I allowed myself to keep busy, get out of the house, get things done, and do thinsg I wanted to do without thinking way too much.
Friday night I met up with Rex and his wife for the sundown canyon hike with our pooches. There was supposed to be 20 people in total, but in actuality, only 5 of us showed (plus the guide). Kind of disapointing for a club I just joined and this was my first outing with them to meet new people (and I already knew 2 of them).
My little guy |
Saturday was about going to my men's group in the morning, then a Train Fair (one of my hobbies) where I took a lot of pictures and saw various exhibits. Couple of things I wanted to buy, but I'm kinda holding on to my money right now....just in case any other surprises come my way.
BNSF #6967 on Saturday. |
After that, I came home, cleaned up, and attended a friend's BBQ. It was great because it was intimate. A total of 9 of us, and a few of us have been friends since 3rd grade! We had awesome food, told some stories, laughed, and shared various micro-brews...some were very tasty indeed. My friend also has a fire pit in his backyard, and it was nice to all sit around it liek we were camping and back in Boy Scouts. But I knew my buddy had an early morning the next day, so I left at about 9:30 and was home by 10pm.
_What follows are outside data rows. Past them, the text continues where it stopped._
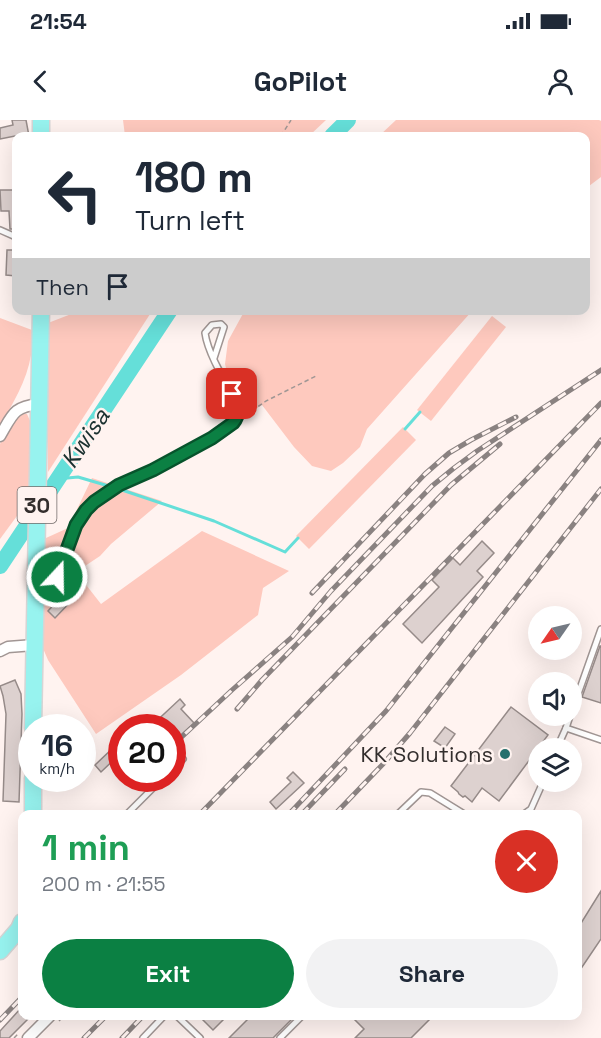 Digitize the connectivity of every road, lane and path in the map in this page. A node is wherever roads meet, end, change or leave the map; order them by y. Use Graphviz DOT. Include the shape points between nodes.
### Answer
graph roads {
  1 [pos="41,315"];
  2 [pos="214,358"];
  3 [pos="316,376"];
  4 [pos="39,410"];
  5 [pos="233,423"];
  6 [pos="0,436"];
  7 [pos="35,596"];
  8 [pos="601,629"];
  9 [pos="34,645"];
  10 [pos="0,651"];
  11 [pos="582,683"];
  12 [pos="33,714"];
  13 [pos="566,728"];
  14 [pos="562,738"];
  15 [pos="601,740"];
  16 [pos="33,792"];
  17 [pos="149,792"];
  18 [pos="539,792"];
  19 [pos="33,810"];
  20 [pos="131,810"];
  21 [pos="402,810"];
  22 [pos="458,810"];
  23 [pos="530,810"];
  24 [pos="18,930"];
  25 [pos="0,951"];
  26 [pos="46,1020"];
  27 [pos="160,1020"];
  28 [pos="181,1020"];
  29 [pos="298,1020"];
  30 [pos="28,1038"];
  31 [pos="143,1038"];
  32 [pos="200,1038"];
  33 [pos="280,1038"];
  1 -- 4 [label="main road, 30"];
  2 -- 2 [label="lane" via="205,333 212,325 221,324 224,327"];
  2 -- 5 [label="lane" via="238,404"];
  3 -- 5 [label="path"];
  4 -- 6 [label="street" via="25,406 13,413"];
  4 -- 7 [label="main road, 30"];
  5 -- 7 [label="lane" via="94,502 76,525 57,577 46,591"];
  7 -- 9 [label="main road, 30"];
  8 -- 11 [label="lane"];
  9 -- 10 [label="street" via="15,645"];
  9 -- 12 [label="main road, 30"];
  13 -- 14 [label="lane"];
  13 -- 15 [label="lane"];
  16 -- 19 [label="main road"];
  17 -- 20 [label="lane"];
  18 -- 23 [label="lane"];
  21 -- 22 [label="lane" via="421,792 430,793"];
  24 -- 25 [label="main road"];
  26 -- 30 [label="street"];
  27 -- 31 [label="lane"];
  28 -- 32 [label="lane"];
  29 -- 33 [label="lane"];
} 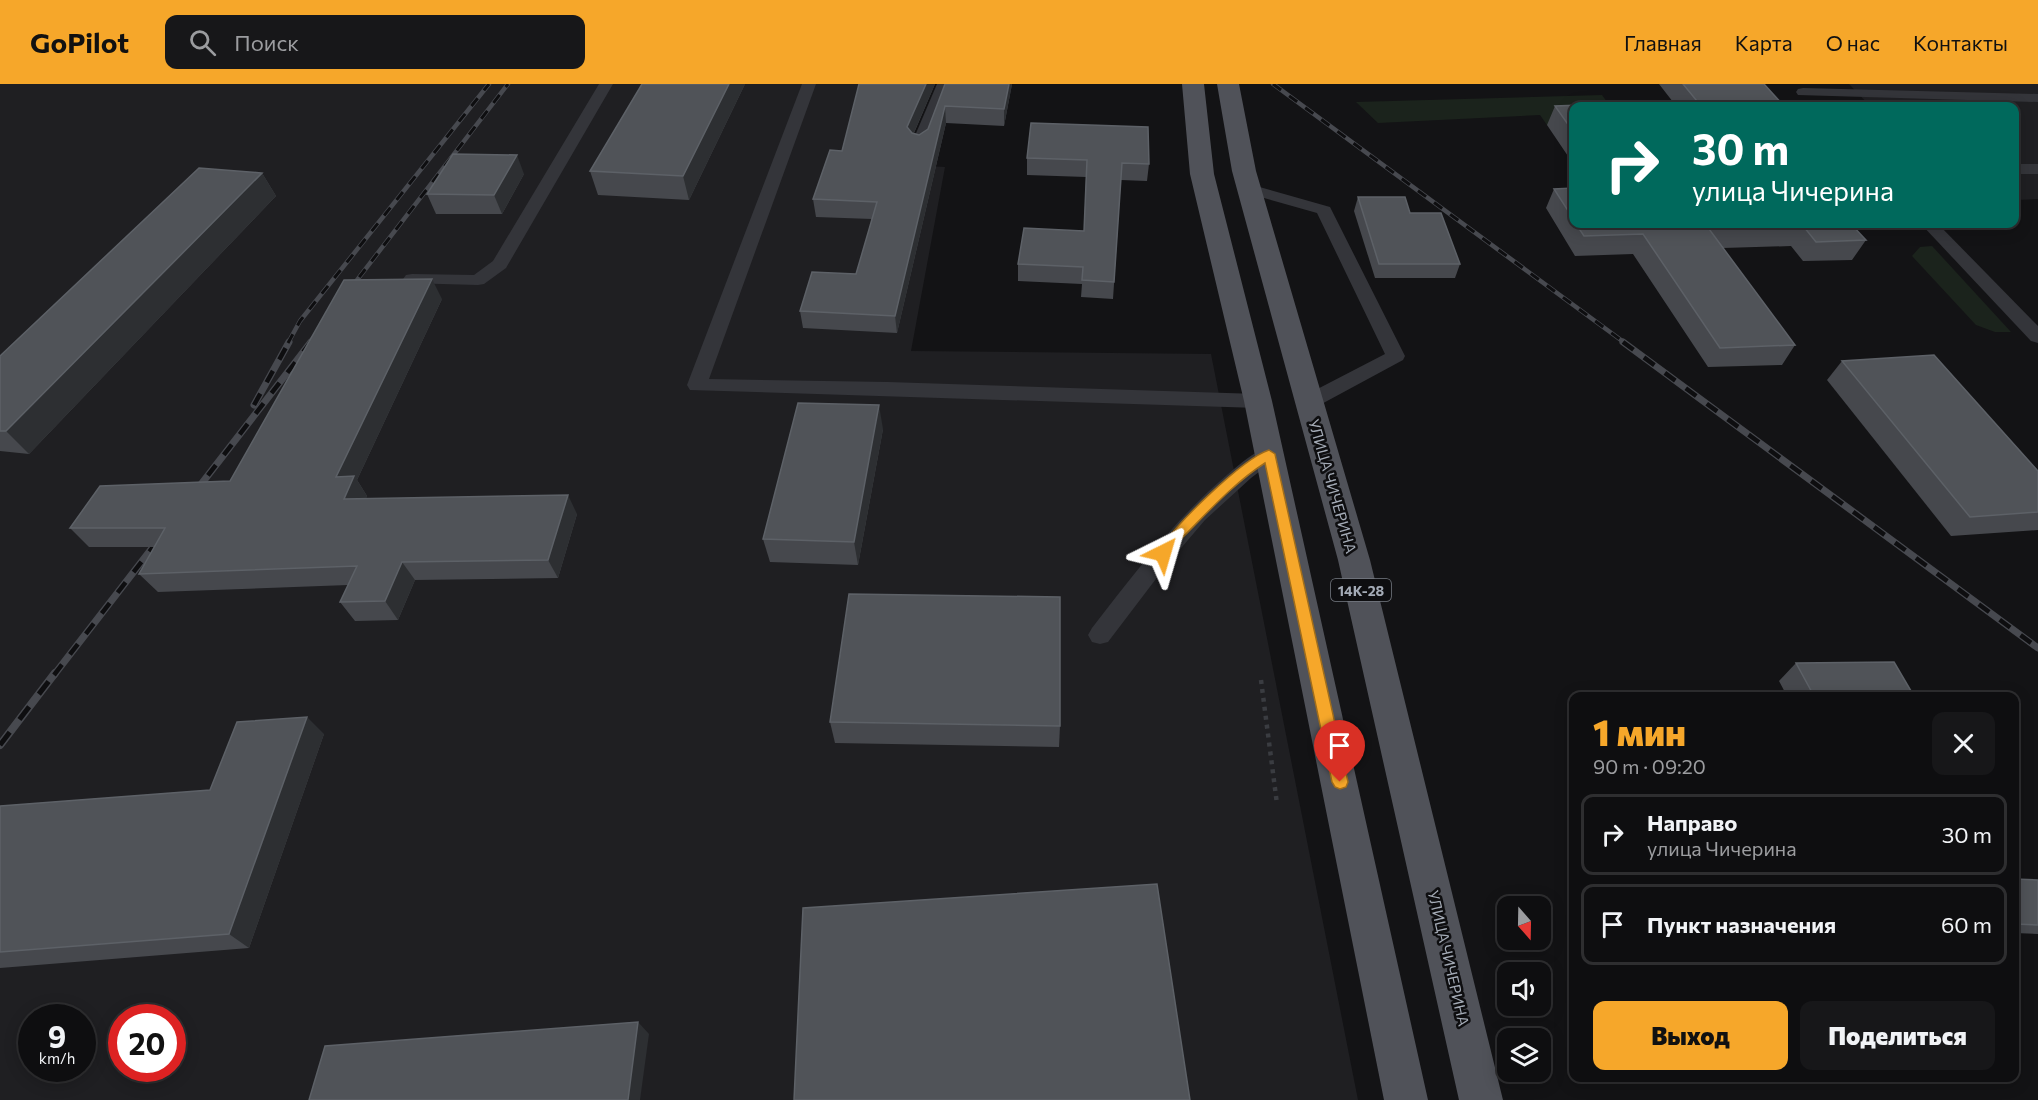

Finally yesterday, Sunday, hit the gym again (back and biceps) and took myself to see The Avengers. It was a great superhero movie, and I loved it!! My parents stopped by unexpectedly at 5:30 and took me out for pizza, and then last night my 'divorced' female friend texted me and we chatted a bit before we said our good-nights and went to bed.
Although I had a difficulty falling asleep last night. Despite all the stuff I did and disctractions, there is some underlying anger and funk still there, and at one point I got really angry at my wife. It's her birthday this Wed. She offically turn's 42 and when I told people I thought about sending her a card, everyone told me I was crazy. Okay, I'm not going to. But just because I don't like her behavior, and she treated me like crap on my birthday, doesn't mean I can't show respect for hers. But like I said, everyone more or less crucified me when I brought it up.
1 comment:
Sounds like a good weekend overall. You're not going to feel everything is A-O.k. for some time... it's part of healing.
Um, yep. Don't send her a card or any sort of acknowledgement... She left. If this was a different day and age, you might never know where she went off to... she'd just be gone. I still get the feeling she's playing games. If her friend thinks you're supposed to chase after her, chances are she thinks so too. It's sort of who's bluffing and who means business. You sound so much more happy these days... like you're looking forward to the possibilities. Even a text or card sends the message your still willing to be pulled back in so she can mistreat you some more. You deserve more.